В январе 1948 года Шмелев поселился у инженера Г. О. Риша, доброго и странного человека. Ему под шестьдесят, он немного говорил по-русски, все время что-то чертил и спать ложился в семь вечера. Он мил и предупредителен, угощал чаем, а в знак расположения показал фотографию императорской семьи.

В Женеве оказался хороший храм, и Шмелев познакомился с отцом Леонтием (Барташевичем). По его совету он и поселился у Риша. У отца Леонтия была библиотека, и Шмелев мог ею пользоваться. Он сблизился с Федором Ефимовичем Волошиным — изобретателем-ученым, профессором, специалистом по точным приборам, в 1937 году основавшим свою лабораторию в Париже. Он общался также с врачом Юрием Ильичом Лодыженским, который в 1920—1930-е годы возглавлял международный комитет «Во имя Бога» («Pro Deo»), и этот комитет помогал беженцам из социалистических стран. Лодыженский руководил Российским Красным Крестом в Женеве, он был членом бюро Лиги Обера — Лиги борьбы с III Интернационалом. Лодыженский пригласил Шмелева и Ознобишина на домашнюю елку, и Шмелев был умилен и обрадован сохранившимися традициями и преданиям. Он писал Ильину:

Чудесная пара (внучка и внучек) ребятенков! — какая радость для баб<ушки> с дед<ушкой>! Елка на фоне раскраш<енного> полотнища (грибы — сказочные), — к<а>к меня это взяло! Подарки — уйма! — из камина, целый воз Д<еда> Мороза (без мороза!), и я получил — репродукцию иконную из собрания Кондакова. Ну, вороха еды…[639].
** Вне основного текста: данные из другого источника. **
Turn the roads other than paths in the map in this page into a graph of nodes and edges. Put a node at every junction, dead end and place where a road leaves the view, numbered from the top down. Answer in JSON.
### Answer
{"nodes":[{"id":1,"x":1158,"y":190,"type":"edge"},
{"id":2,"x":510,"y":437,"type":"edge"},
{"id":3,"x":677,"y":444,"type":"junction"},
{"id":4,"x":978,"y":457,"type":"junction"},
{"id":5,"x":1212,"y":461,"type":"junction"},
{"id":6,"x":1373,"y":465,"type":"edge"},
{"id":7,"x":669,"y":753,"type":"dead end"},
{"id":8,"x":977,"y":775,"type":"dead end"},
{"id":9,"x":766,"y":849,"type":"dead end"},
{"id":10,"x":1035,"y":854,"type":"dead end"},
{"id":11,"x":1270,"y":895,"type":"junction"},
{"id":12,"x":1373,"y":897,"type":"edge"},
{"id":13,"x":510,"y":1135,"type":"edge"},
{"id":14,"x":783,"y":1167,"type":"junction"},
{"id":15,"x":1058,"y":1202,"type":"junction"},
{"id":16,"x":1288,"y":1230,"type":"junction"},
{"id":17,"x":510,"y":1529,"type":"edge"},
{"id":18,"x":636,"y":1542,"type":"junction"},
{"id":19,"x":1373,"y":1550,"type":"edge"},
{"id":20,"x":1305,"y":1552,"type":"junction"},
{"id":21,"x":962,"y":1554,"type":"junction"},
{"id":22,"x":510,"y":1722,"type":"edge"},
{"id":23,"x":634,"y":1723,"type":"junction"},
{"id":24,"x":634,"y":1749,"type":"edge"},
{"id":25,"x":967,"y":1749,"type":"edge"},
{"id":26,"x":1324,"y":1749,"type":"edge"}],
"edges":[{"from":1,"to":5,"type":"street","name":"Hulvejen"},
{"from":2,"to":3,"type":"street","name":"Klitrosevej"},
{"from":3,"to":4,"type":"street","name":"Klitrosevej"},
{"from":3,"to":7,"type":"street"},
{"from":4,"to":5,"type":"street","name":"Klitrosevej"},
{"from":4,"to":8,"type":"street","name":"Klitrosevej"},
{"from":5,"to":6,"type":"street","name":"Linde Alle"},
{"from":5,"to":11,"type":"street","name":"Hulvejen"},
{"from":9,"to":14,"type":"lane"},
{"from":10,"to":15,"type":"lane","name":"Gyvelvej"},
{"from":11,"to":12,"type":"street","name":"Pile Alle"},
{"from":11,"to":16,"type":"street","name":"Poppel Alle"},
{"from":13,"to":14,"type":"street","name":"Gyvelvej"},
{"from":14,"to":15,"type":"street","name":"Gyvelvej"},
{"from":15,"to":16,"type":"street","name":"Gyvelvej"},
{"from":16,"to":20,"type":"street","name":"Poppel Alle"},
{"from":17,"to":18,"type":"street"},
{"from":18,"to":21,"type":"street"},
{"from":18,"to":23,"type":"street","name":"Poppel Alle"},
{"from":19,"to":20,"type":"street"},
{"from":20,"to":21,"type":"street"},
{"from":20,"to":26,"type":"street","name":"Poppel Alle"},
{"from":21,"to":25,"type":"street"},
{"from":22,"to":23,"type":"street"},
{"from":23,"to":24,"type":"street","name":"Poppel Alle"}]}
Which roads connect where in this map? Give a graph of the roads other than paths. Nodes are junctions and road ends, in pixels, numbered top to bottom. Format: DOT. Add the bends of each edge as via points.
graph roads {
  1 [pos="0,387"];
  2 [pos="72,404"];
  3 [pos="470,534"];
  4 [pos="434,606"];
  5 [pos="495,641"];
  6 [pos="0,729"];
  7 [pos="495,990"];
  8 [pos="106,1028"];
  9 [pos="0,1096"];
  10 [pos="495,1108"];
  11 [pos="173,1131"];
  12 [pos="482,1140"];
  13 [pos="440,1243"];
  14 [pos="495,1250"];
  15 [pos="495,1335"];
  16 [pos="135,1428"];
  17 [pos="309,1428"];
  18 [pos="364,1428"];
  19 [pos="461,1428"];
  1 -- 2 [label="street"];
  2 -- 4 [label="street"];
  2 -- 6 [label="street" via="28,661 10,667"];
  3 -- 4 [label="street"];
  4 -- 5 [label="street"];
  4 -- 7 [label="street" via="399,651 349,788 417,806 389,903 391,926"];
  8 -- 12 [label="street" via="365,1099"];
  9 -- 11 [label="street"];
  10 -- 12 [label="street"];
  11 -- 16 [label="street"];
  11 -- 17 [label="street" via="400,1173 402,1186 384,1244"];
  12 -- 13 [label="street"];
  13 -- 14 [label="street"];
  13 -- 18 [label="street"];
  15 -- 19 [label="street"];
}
Светлым было и Рождество 1948 года. В девять утра от О. А. Бредиус-Субботиной ему были присланы розы. Он писал ей 9 января 1948 года:

Светлая Ольгуна, ты необычайна, единственна! Целую сердце твое. Это Рождество стало для меня таким лучезарным — Тобою, моя радость! Розы твои — сама ты. Они девственно-свежи и сегодня — на третий день Рождества. Вон они, живые, яркие, — в полной силе, между двойных рам. Они освещают меня, и вся комната — твой свет.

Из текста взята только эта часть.